Modern 'intellectuals' on terrorism and Israel

Diana West - It's quite simple, really: Israel strikes back at jihad, finally, and the world takes sides. So far, the sides looks like this: On Israel's side in its strike against jihad are the US and Australia (here); against Israel's strike on jihad are, well, just about everyone else, from France to Iran, from Russia to the UN, from Iraq (hat tip Andrew Bostom) to Afghanistan. Hat tip Jihad Watch.

JPost Editorial - ......THERE are those who make no pretense at being evenhanded. For them, Hamas has been exercising its inalienable right to resist "the occupation" by violently opposing the existence of the Jewish state. For them, practically out of the blue, the Zionists went berserk, massacring women, children, and the occasional Hamas "martyr." Desmond Tutu weighed in by calling Israel's use of its air force to stop Hamas "a war crime." Peter Beaumont, foreign affairs editor of Britain's Guardian, said that Israel's actions ranked with what he termed the massacres of Deir Yassin and Sabra and Shatilla.

Tim Butcher of London's Telegraph aimed to provide context.

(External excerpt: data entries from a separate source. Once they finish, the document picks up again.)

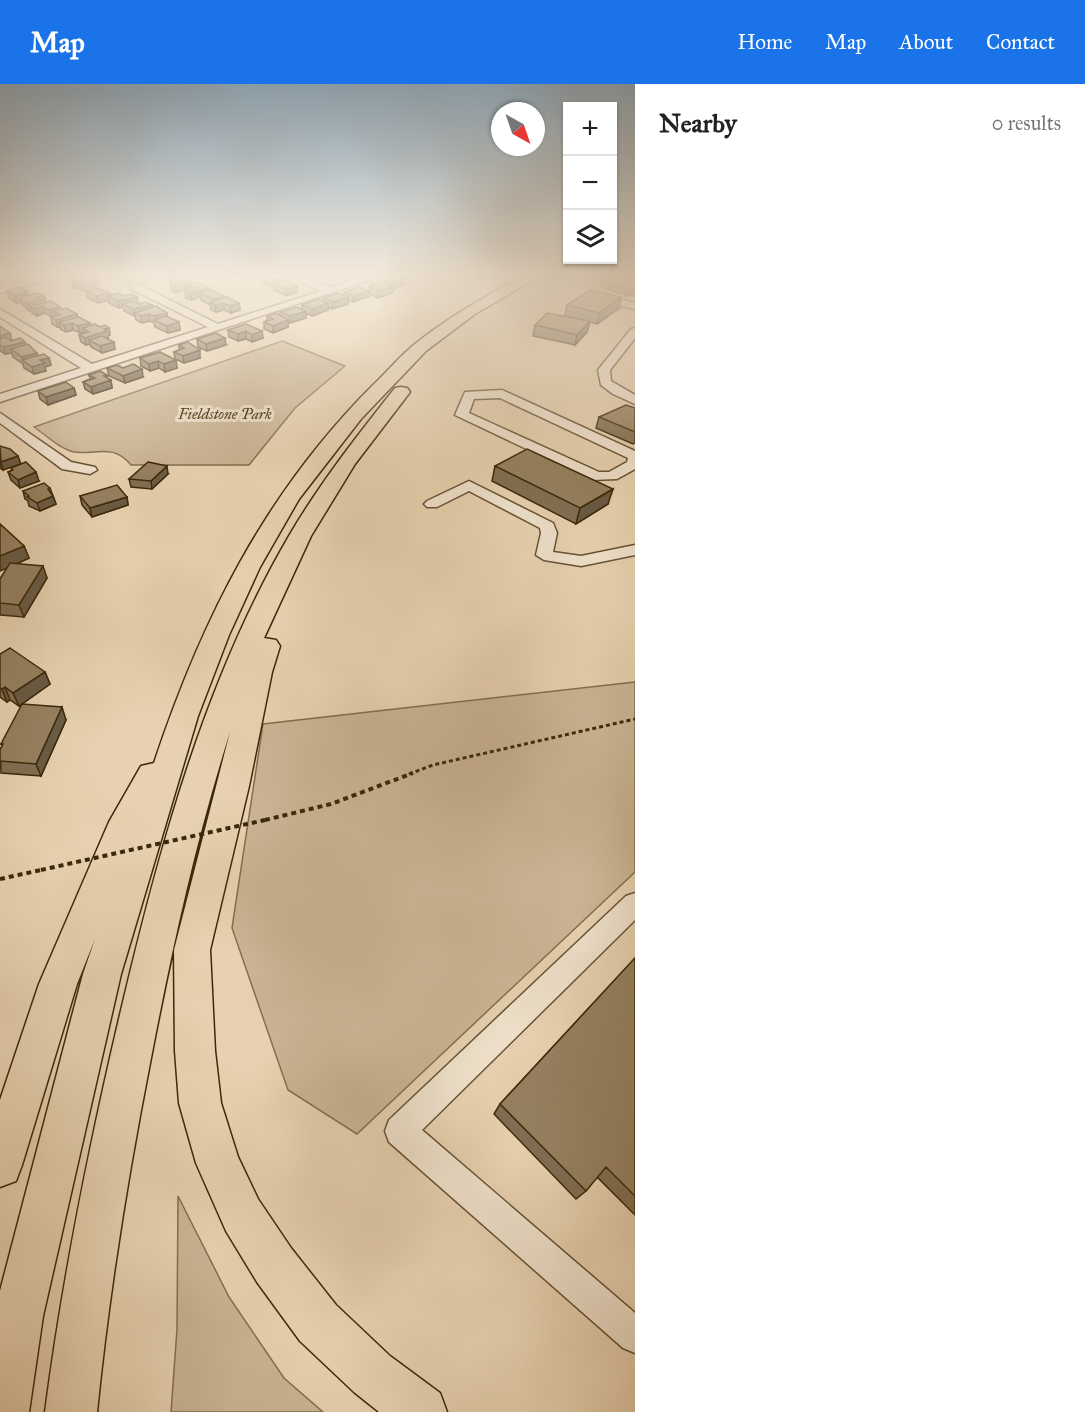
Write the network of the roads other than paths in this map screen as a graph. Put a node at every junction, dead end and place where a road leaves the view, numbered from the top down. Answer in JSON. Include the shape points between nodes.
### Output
{"nodes":[{"id":1,"x":38,"y":336,"type":"edge"},
{"id":2,"x":193,"y":336,"type":"edge"},
{"id":3,"x":436,"y":336,"type":"edge"},
{"id":4,"x":466,"y":336,"type":"edge"},
{"id":5,"x":631,"y":336,"type":"edge"},
{"id":6,"x":91,"y":369,"type":"junction"},
{"id":7,"x":0,"y":398,"type":"edge"},
{"id":8,"x":635,"y":400,"type":"edge"},
{"id":9,"x":0,"y":417,"type":"edge"},
{"id":10,"x":635,"y":457,"type":"edge"},
{"id":11,"x":90,"y":470,"type":"dead end"},
{"id":12,"x":432,"y":504,"type":"dead end"},
{"id":13,"x":318,"y":508,"type":"junction"},
{"id":14,"x":635,"y":550,"type":"edge"},
{"id":15,"x":184,"y":716,"type":"junction"},
{"id":16,"x":635,"y":904,"type":"edge"},
{"id":17,"x":0,"y":1165,"type":"edge"},
{"id":18,"x":635,"y":1336,"type":"edge"},
{"id":19,"x":3,"y":1412,"type":"edge"},
{"id":20,"x":71,"y":1412,"type":"edge"},
{"id":21,"x":421,"y":1412,"type":"edge"}],
"edges":[{"from":1,"to":6,"type":"street"},
{"from":2,"to":6,"type":"street"},
{"from":3,"to":15,"type":"highway","via":[[387,379],[289,497],[248,567]]},
{"from":4,"to":13,"type":"highway","via":[[413,379],[378,419]]},
{"from":5,"to":8,"type":"street","via":[[604,370],[605,382]]},
{"from":6,"to":7,"type":"street"},
{"from":9,"to":11,"type":"street","via":[[67,466]]},
{"from":10,"to":10,"type":"street","via":[[502,394],[469,395],[462,415],[597,477],[612,476],[633,464]]},
{"from":12,"to":14,"type":"street","via":[[469,485],[547,526],[544,555],[581,561]]},
{"from":13,"to":20,"type":"highway","via":[[247,645],[199,777],[119,1108],[78,1340]]},
{"from":13,"to":21,"type":"highway","via":[[258,672],[192,950],[200,1103],[218,1162],[242,1215],[274,1265],[318,1323],[372,1374]]},
{"from":15,"to":17,"type":"highway","via":[[126,822],[58,984]]},
{"from":15,"to":19,"type":"highway","via":[[102,974],[18,1316]]},
{"from":16,"to":18,"type":"street","via":[[400,1131]]}]}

As time goes on, he explained, Israel lowers the threshold for who it considers a legitimate target. In 2004, "an elderly man in his wheelchair, Sheikh Ahmed Yassin, was killed by an Israeli missile as he was pushed out of a mosque after weekly prayers." Butcher went on to note that Yassin "was the Hamas leader responsible for ordering suicide bombings." Still, his point was that, nowadays, "any Hamas traffic cop on a street corner" has become fair game.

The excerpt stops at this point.